[Bounding box coordinate data]
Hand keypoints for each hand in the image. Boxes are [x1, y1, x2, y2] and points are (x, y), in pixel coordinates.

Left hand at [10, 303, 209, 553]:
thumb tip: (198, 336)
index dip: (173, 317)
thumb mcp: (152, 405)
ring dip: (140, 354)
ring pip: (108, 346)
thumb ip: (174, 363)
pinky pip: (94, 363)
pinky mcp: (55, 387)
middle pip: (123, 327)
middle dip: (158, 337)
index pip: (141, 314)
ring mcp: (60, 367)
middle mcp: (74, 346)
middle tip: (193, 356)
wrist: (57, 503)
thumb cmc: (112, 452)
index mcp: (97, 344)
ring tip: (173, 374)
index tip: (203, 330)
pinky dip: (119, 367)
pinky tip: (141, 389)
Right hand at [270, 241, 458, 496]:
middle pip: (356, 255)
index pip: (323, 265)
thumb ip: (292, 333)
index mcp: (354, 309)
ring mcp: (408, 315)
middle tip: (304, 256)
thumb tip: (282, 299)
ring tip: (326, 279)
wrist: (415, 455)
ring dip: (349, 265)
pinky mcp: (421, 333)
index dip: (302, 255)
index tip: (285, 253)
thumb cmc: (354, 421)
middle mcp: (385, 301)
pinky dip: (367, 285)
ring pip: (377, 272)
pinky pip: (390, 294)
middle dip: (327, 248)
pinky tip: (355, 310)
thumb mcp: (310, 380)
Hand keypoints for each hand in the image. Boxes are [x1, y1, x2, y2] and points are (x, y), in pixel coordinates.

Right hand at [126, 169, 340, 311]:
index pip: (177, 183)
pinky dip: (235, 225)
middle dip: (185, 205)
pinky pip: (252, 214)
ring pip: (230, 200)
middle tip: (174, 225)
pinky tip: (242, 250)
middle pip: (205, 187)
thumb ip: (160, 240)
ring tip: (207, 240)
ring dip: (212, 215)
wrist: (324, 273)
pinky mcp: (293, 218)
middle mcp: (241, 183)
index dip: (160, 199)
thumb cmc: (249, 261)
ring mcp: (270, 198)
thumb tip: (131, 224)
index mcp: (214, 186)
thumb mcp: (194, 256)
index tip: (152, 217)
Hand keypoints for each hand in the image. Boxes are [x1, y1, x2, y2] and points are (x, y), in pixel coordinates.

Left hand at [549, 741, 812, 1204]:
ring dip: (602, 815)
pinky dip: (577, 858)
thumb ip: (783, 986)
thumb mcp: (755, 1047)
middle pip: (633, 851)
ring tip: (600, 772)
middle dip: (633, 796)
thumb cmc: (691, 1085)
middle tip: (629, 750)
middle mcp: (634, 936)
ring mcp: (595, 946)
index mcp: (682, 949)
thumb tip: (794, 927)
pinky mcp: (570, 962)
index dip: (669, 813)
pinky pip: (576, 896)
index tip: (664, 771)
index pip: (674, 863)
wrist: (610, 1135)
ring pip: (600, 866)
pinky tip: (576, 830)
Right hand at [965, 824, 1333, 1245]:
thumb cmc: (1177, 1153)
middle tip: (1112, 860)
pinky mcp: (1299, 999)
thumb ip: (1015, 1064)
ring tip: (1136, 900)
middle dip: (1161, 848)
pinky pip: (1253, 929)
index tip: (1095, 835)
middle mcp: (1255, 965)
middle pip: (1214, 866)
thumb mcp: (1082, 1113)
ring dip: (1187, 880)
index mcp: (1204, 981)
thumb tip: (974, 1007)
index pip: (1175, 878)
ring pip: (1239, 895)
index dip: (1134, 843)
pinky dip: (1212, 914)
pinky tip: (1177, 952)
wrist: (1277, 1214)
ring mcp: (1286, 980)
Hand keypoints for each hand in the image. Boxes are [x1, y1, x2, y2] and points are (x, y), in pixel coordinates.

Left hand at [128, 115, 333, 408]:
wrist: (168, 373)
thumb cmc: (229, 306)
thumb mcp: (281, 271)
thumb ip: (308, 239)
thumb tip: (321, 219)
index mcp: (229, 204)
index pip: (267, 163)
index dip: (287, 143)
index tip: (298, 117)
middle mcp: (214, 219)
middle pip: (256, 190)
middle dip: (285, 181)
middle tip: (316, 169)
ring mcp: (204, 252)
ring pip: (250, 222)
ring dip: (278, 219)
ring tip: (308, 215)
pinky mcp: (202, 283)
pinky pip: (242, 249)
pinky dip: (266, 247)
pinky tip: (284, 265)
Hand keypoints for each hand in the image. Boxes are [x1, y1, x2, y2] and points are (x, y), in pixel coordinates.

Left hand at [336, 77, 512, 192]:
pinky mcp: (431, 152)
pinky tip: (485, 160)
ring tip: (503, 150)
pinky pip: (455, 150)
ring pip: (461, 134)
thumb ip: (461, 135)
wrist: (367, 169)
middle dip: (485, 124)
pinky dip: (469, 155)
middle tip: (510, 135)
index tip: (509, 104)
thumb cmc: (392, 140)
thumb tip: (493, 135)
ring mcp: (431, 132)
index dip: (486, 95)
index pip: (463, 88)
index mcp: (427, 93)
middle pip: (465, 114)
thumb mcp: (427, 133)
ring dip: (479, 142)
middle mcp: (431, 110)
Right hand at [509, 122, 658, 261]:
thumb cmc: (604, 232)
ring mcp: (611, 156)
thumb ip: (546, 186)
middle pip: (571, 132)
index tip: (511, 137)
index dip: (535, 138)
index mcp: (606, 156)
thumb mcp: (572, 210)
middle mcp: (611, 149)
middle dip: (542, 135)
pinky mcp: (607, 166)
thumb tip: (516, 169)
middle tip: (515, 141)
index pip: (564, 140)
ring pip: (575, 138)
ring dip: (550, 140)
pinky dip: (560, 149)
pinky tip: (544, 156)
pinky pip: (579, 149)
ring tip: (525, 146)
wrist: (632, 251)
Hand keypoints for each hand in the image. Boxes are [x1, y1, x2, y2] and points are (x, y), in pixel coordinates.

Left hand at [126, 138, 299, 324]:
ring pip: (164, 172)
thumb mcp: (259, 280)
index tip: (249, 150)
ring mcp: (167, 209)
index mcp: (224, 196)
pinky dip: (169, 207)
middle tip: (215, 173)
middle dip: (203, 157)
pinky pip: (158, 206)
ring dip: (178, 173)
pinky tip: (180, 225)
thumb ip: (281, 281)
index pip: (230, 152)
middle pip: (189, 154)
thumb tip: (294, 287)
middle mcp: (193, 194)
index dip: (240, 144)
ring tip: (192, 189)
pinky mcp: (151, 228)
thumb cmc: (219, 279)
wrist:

**Task brief**: Retype the entries. Every line must match exactly.

**Response to the exercise**:
Hand keypoints for each hand in the image. Boxes are [x1, y1, x2, y2] and points are (x, y), in pixel coordinates.

Left hand at [10, 303, 209, 553]:
thumb tip: (198, 336)
index dip: (173, 317)
thumb mcp: (152, 405)
ring dip: (140, 354)
ring pip: (108, 346)
thumb ip: (174, 363)
pinky pip: (94, 363)
pinky mcp: (55, 387)
middle pip: (123, 327)
middle dip: (158, 337)
index pip: (141, 314)
ring mcp: (60, 367)
middle mcp: (74, 346)
middle tip: (193, 356)
wrist: (57, 503)
thumb cmc: (112, 452)
index mcp: (97, 344)
ring tip: (173, 374)
index tip: (203, 330)
pinky dip: (119, 367)
pinky tip: (141, 389)
Right hand at [270, 241, 458, 496]:
middle pip: (356, 255)
index pip: (323, 265)
thumb ip: (292, 333)
index mcp: (354, 309)
ring mcp: (408, 315)
middle tip: (304, 256)
thumb tip: (282, 299)
ring tip: (326, 279)
wrist: (415, 455)
ring dip: (349, 265)
pinky mcp: (421, 333)
index dip: (302, 255)
index tip: (285, 253)
thumb cmc: (354, 421)
middle mcp: (385, 301)
pinky dip: (367, 285)
ring pip: (377, 272)
pinky pip: (390, 294)
middle dip: (327, 248)
pinky tip: (355, 310)
thumb mcp: (310, 380)
Hand keypoints for each hand in the image. Boxes are [x1, y1, x2, y2] and points are (x, y), in pixel coordinates.

Right hand at [126, 169, 340, 311]:
index pip: (177, 183)
pinky dip: (235, 225)
middle dip: (185, 205)
pinky pip: (252, 214)
ring pip: (230, 200)
middle tip: (174, 225)
pinky tip: (242, 250)
middle pip: (205, 187)
thumb ip: (160, 240)
ring tip: (207, 240)
ring dip: (212, 215)
wrist: (324, 273)
pinky mcp: (293, 218)
middle mcp: (241, 183)
index dip: (160, 199)
thumb cmc: (249, 261)
ring mcp: (270, 198)
thumb tip: (131, 224)
index mcp: (214, 186)
thumb mcp: (194, 256)
index tip: (152, 217)
Hand keypoints for each hand in the image. Boxes are [x1, y1, x2, y2] and points are (x, y), in pixel coordinates.

Left hand at [549, 741, 812, 1204]:
ring dip: (602, 815)
pinky dip: (577, 858)
thumb ip: (783, 986)
thumb mcp: (755, 1047)
middle pip: (633, 851)
ring tip: (600, 772)
middle dip: (633, 796)
thumb cmc: (691, 1085)
middle tip: (629, 750)
middle mcp: (634, 936)
ring mcp: (595, 946)
index mcp: (682, 949)
thumb tip: (794, 927)
pinky mcp: (570, 962)
index dip: (669, 813)
pinky pip: (576, 896)
index tip: (664, 771)
index pip: (674, 863)
wrist: (610, 1135)
ring pip: (600, 866)
pinky tip: (576, 830)
Right hand at [965, 824, 1333, 1245]:
thumb cmc: (1177, 1153)
middle tip: (1112, 860)
pinky mcp: (1299, 999)
thumb ip: (1015, 1064)
ring tip: (1136, 900)
middle dip: (1161, 848)
pinky pip: (1253, 929)
index tip: (1095, 835)
middle mcp: (1255, 965)
middle pip: (1214, 866)
thumb mcp: (1082, 1113)
ring dip: (1187, 880)
index mcp: (1204, 981)
thumb tip: (974, 1007)
index pip: (1175, 878)
ring pip: (1239, 895)
index dip: (1134, 843)
pinky dip: (1212, 914)
pinky tip: (1177, 952)
wrist: (1277, 1214)
ring mcp: (1286, 980)
Hand keypoints for each hand in the image. Boxes are [x1, y1, x2, y2] and points are (x, y), in pixel coordinates.

Left hand at [128, 115, 333, 408]:
wrist: (168, 373)
thumb cmc: (229, 306)
thumb mcp: (281, 271)
thumb ip: (308, 239)
thumb tip: (321, 219)
index mcp: (229, 204)
index pip: (267, 163)
index dip: (287, 143)
index tip: (298, 117)
middle mcp: (214, 219)
middle pip: (256, 190)
middle dip: (285, 181)
middle tip: (316, 169)
ring mcp: (204, 252)
ring pip: (250, 222)
ring dip: (278, 219)
ring tip: (308, 215)
pinky mcp: (202, 283)
pinky pip: (242, 249)
pinky dip: (266, 247)
pinky tip: (284, 265)
Hand keypoints for each hand in the image. Boxes are [x1, y1, x2, y2] and points are (x, y), in pixel coordinates.

Left hand at [336, 77, 512, 192]:
pinky mcp: (431, 152)
pinky tip: (485, 160)
ring tip: (503, 150)
pinky pip: (455, 150)
ring pip: (461, 134)
thumb ip: (461, 135)
wrist: (367, 169)
middle dip: (485, 124)
pinky dip: (469, 155)
middle tip: (510, 135)
index tip: (509, 104)
thumb cmc: (392, 140)
thumb tip: (493, 135)
ring mcp: (431, 132)
index dip: (486, 95)
index pip: (463, 88)
index mcp: (427, 93)
middle pip: (465, 114)
thumb mcp: (427, 133)
ring dip: (479, 142)
middle mcp: (431, 110)
Right hand at [509, 122, 658, 261]:
thumb cmc: (604, 232)
ring mcp: (611, 156)
thumb ip: (546, 186)
middle pip: (571, 132)
index tip: (511, 137)
index dip: (535, 138)
index mcp: (606, 156)
thumb mcp: (572, 210)
middle mcp: (611, 149)
middle dip: (542, 135)
pinky mcp: (607, 166)
thumb tip: (516, 169)
middle tip: (515, 141)
index pip: (564, 140)
ring pip: (575, 138)
ring dip: (550, 140)
pinky dip: (560, 149)
pinky tip: (544, 156)
pinky pip: (579, 149)
ring tip: (525, 146)
wrist: (632, 251)
Hand keypoints for each hand in the image. Boxes are [x1, y1, x2, y2] and points are (x, y), in pixel coordinates.

Left hand at [126, 138, 299, 324]:
ring pip: (164, 172)
thumb mcp: (259, 280)
index tip: (249, 150)
ring mcp: (167, 209)
index mcp: (224, 196)
pinky dip: (169, 207)
middle tip: (215, 173)
middle dip: (203, 157)
pinky pip: (158, 206)
ring dip: (178, 173)
pinky tip: (180, 225)
thumb ip: (281, 281)
index pip: (230, 152)
middle pip: (189, 154)
thumb tip: (294, 287)
middle mcp: (193, 194)
index dip: (240, 144)
ring tip: (192, 189)
pinky mcp: (151, 228)
thumb cmc: (219, 279)
wrist:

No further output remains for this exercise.